Over three quarters (79%) of GPs see someone with a sleep complaint at least once a week – a significant drain on resources. A new tool offers the potential for GPs to quickly diagnose insomnia, saving time and resources. We explore how it works and the impact it can have on general practice. Professor Colin Espie, Big Health’s clinical and scientific director, explains
Unfortunately, when a patient mentions their sleep problem it is often a bit of a ‘heart-sink’ for GPs. But why is this the case? If a patient mentioned that they were concerned about their weight or their low mood – would it not be welcomed? After all, it would provide an opportunity to discuss whether or not they might have a clinical level problem and an opportunity to see if a self-care solution might be of interest.
So, what is the difference when it comes to the patient saying, “Doctor … I’m not sleeping well these days”? Why might a GP be disinclined to ask, “… and how are you sleeping?”
I suspect there are two main obstacles to having the ‘sleep discussion’; the lack of a tool to guide the sleep conversation and the lack of a pathway to improvement.
Until now there hasn’t been an available metric – a quick ‘ready-reckoner’ to help shape the sleep conversation. Tools of this kind exist for most physical and mental symptom complaints and the GP can reach for them to help guide their evaluation – but not for sleep.
It is highly likely that the GP and the patient would both want to know whether or not the ‘insomnia’ is something to be concerned about … but how to go about that evaluation?
This is where a new, two-item screening measure can come in. The ‘sleep condition indicator’ was first presented at the BMJOpen a few years ago. Based on DSM-5 criteria for Insomnia Disorder, the 8-item (SCI-08) was found to be a reliable and valid screening tool.
A recent paper in the Journal of Sleep Research provided further confidence when age and sex referent data on a sample of 200,000 adults was published. Now the two-item short form (SCI-02) has emerged as a useful starting point, with data on 190,000 participants published in February in the British Journal of General Practice.
The idea is to lead with just two questions which will help to establish sensitivity to whether or not the sleep problem is likely to meet a clinical threshold. The remaining six questions can then be used as a follow on if the SCI-02 insomnia screening score is reached.
The SCI-02 is an extremely quick assessment tool – taking literally 30 seconds to work through. So, in addition to offering a framework for that tricky sleep discussion, GPs are likely to be pleased about how it can save time, too.
Pathway to care
The second obstacle to discussing poor sleep is that GPs know that they don’t have a good solution available if their patient turns out to have a chronic sleep problem. Clinical guidelines recommend that hypnotics should only be used in the very short-term and that CBT for insomnia is the treatment of first choice for chronic difficulties in getting to sleep or remaining asleep.

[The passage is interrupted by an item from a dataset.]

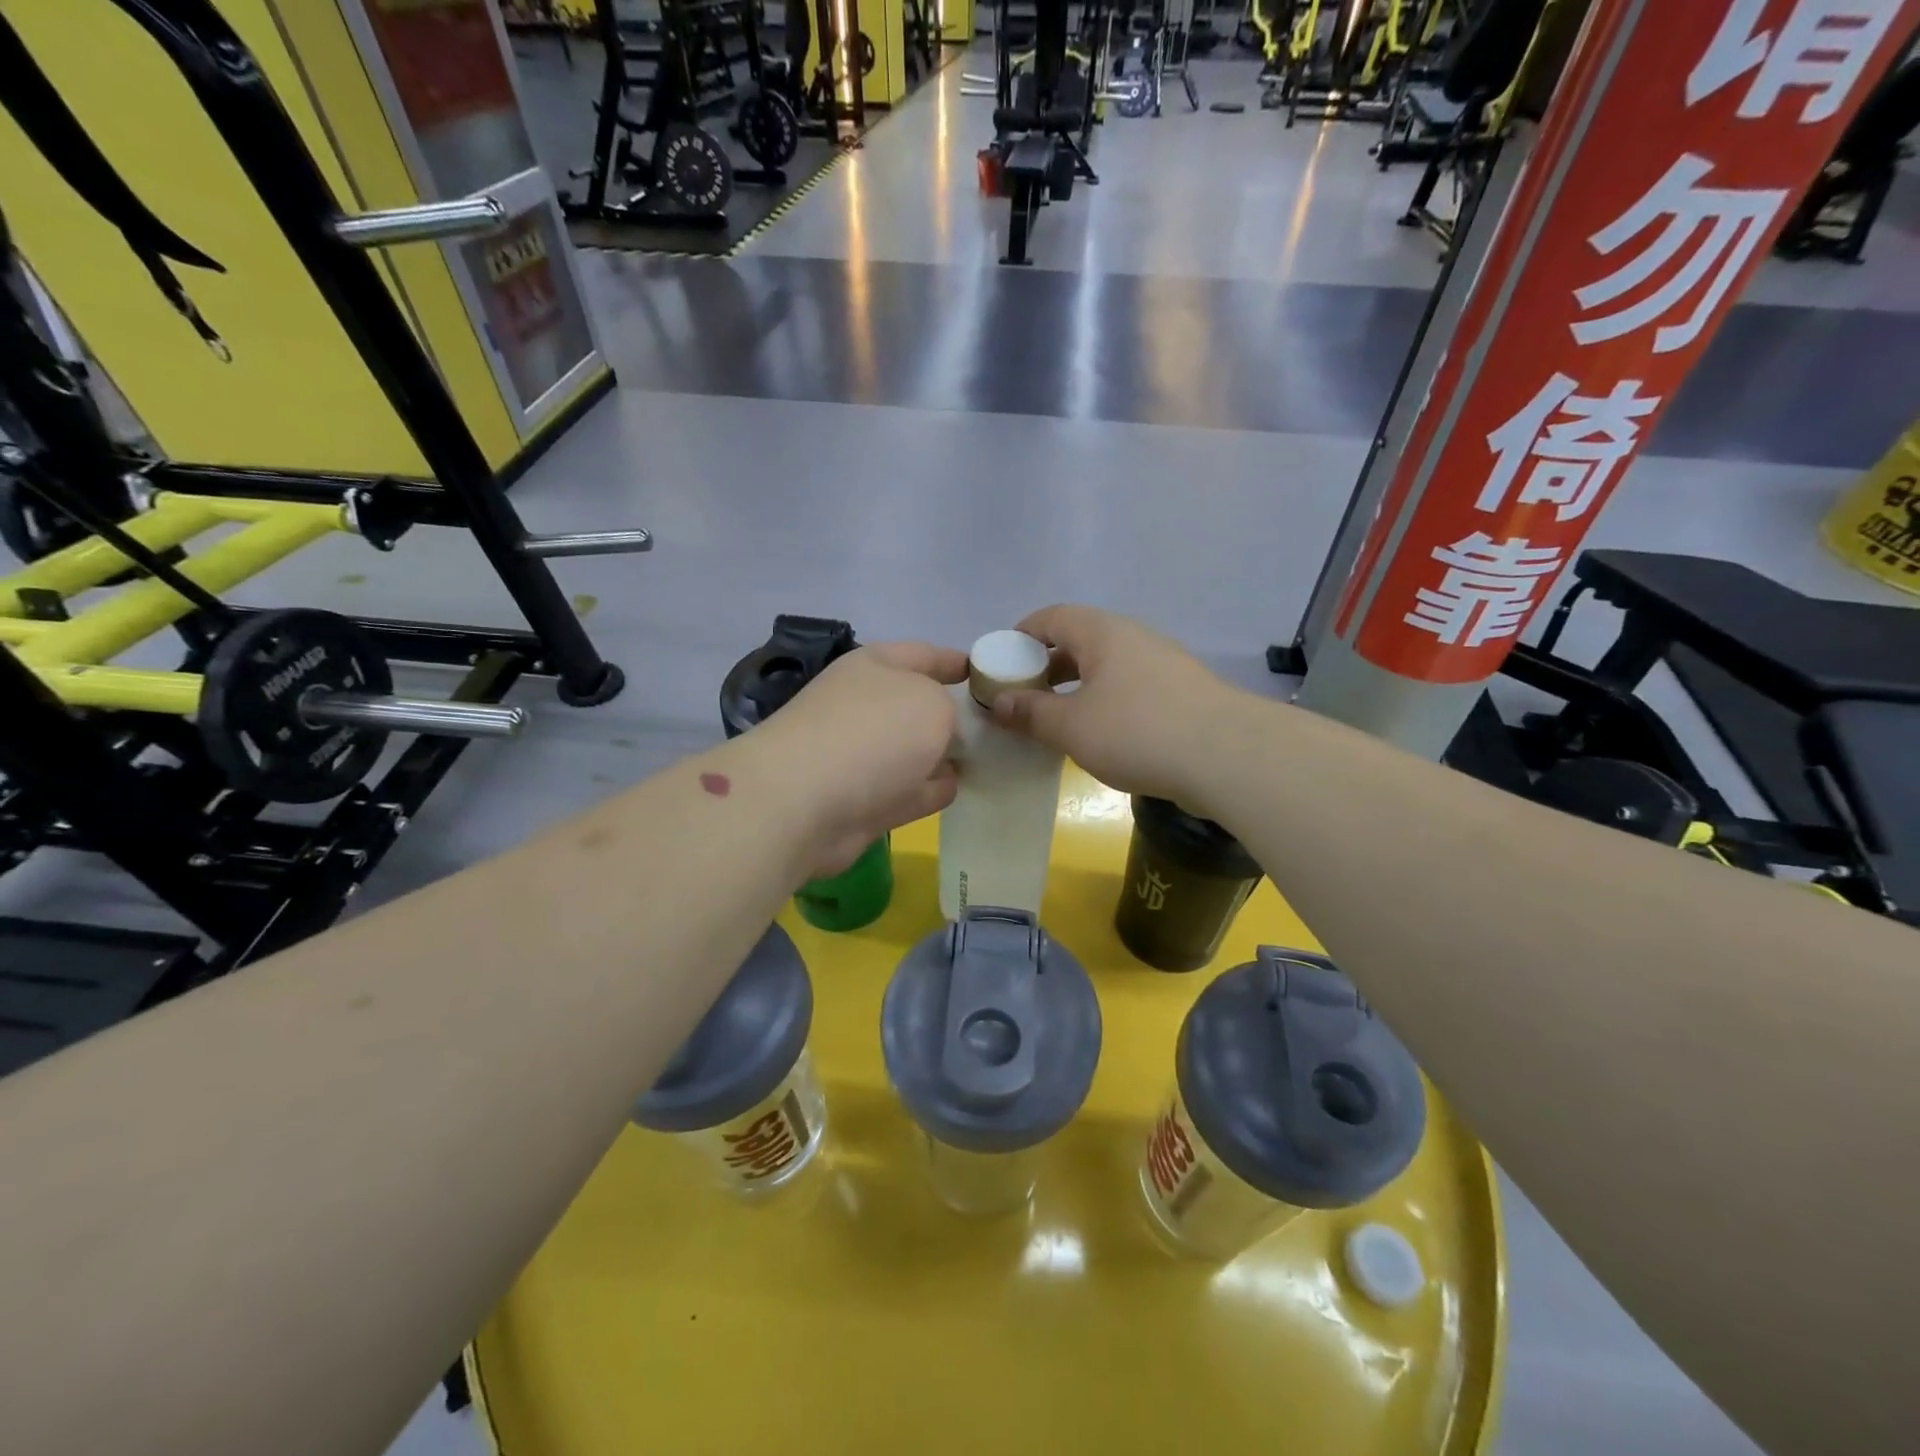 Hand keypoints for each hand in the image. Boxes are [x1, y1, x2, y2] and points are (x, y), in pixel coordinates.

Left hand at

However, this situation is rapidly evolving. The digital CBT programme Sleepio, which I co-founded, is accessible on the web or on iPhone, and is now being rolled out in the NHS. The reason that the NHS has confidence in Sleepio is that it has been tested in eight RCTs (across almost 7,000 RCT participants); the most recent trials were published in Lancet Psychiatry and JAMA Psychiatry. Sleepio uses the SCI as its measure of pre and post-evaluation; 70% of people with chronic insomnia see their sleep problems resolve.
New assessments, like SCI-02, and tools, like Sleepio, are helping GPs to expand their range of care to those who have chronic sleep conditions. In the future, this will help patients – many of whom suffer significant issues from lack of sleep – to get access to the care they need to enjoy a better life.